Тогда старушка и говорит:
– Пойдем-ко, девонька, ко мне. Одна живу. Ко мне и с обыском не ходят. А придут – так скажешься моей зареченской внучкой. Походит она на тебя. Только ты будто покорпуснее будешь. Зовут-то как?
– Дуняхой, – говорит.
– Вот и ладно. Мою-то тоже Дуней звать.
У этой старушки Дуняха и узнала все. Барин, оказывается, куда-то вовсе далеко убежал, а нарочные от него и к нему каждую неделю ездят.

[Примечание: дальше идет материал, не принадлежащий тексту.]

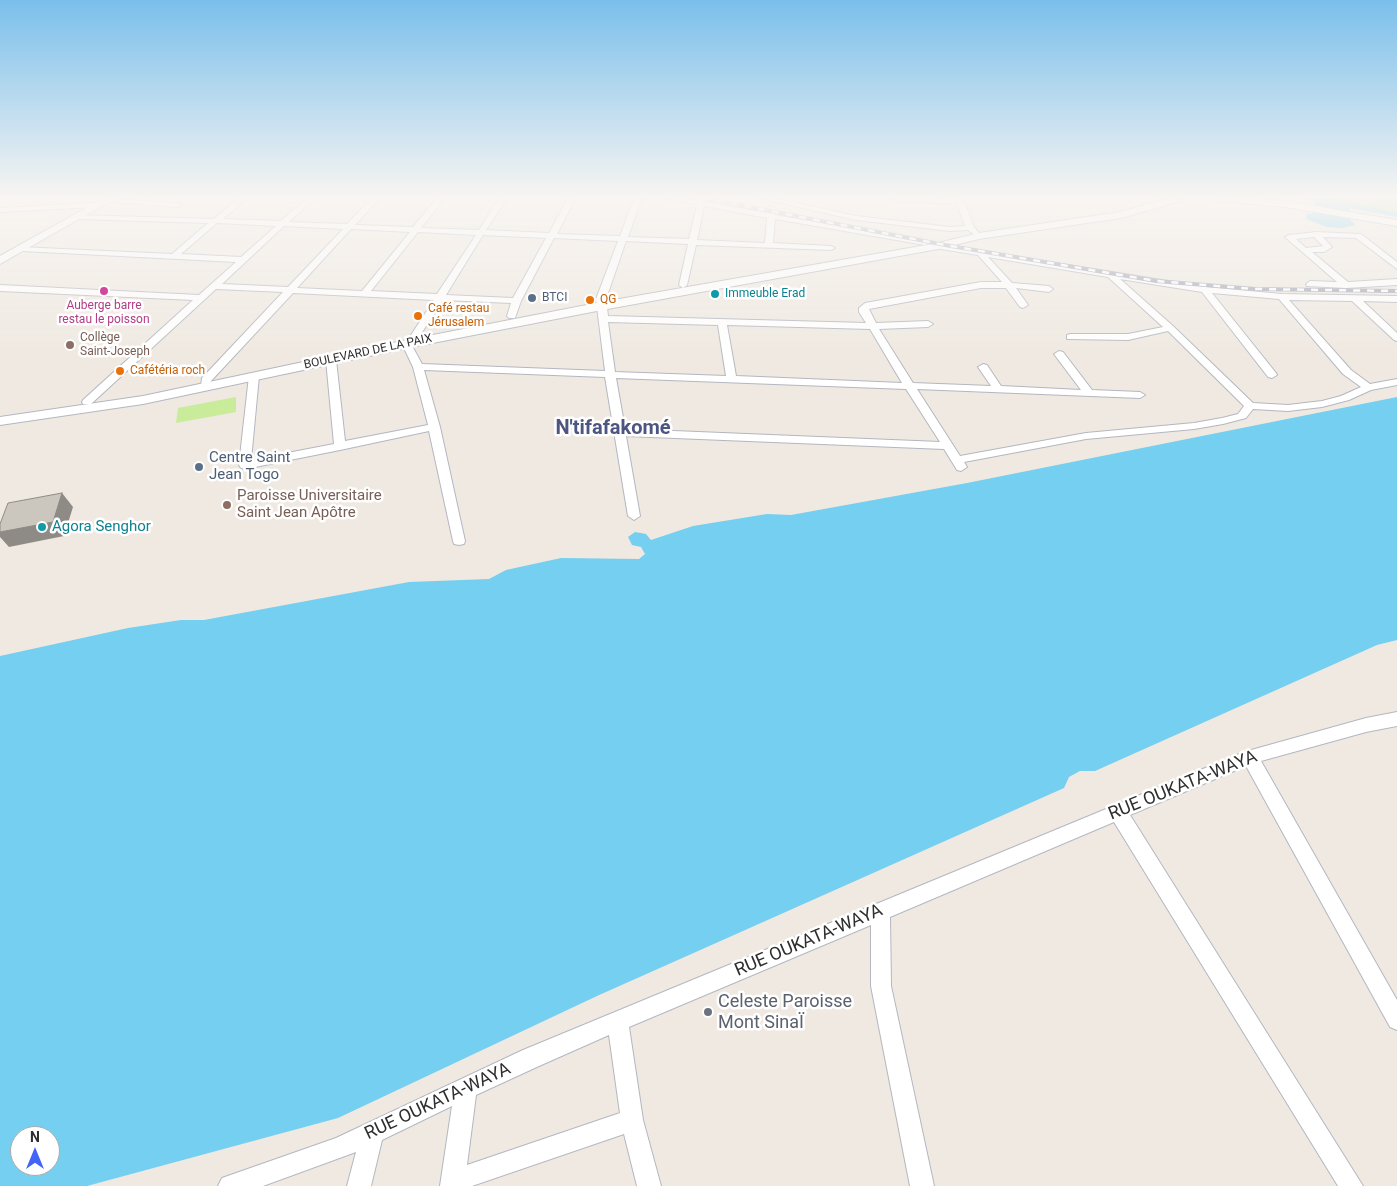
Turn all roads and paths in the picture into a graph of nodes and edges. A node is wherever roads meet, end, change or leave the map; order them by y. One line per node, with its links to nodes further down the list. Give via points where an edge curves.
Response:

Все какие-то наставления барин посылает, и приказчик Ванька Шварев те наставления народу вычитывает. Железный завод вовсе прикрыт, а мужики на Щелкунской дороге канавы глубоченные копают да валы насыпают. Ждут с той стороны прихода. Говорят – башкирцы бунтуются, а на деле вовсе не то. По дальним заводам, по деревням и в казаках народ поднялся, и башкиры с ними же. Заводчиков да бар за горло берут, и главный начальник у народа Омельян Иваныч прозывается. Кто говорит – он царь, кто – из простых людей, только народу от него воля, а заводчикам да барам – смерть! То наш-то хитряга и убежал подальше. Испугался!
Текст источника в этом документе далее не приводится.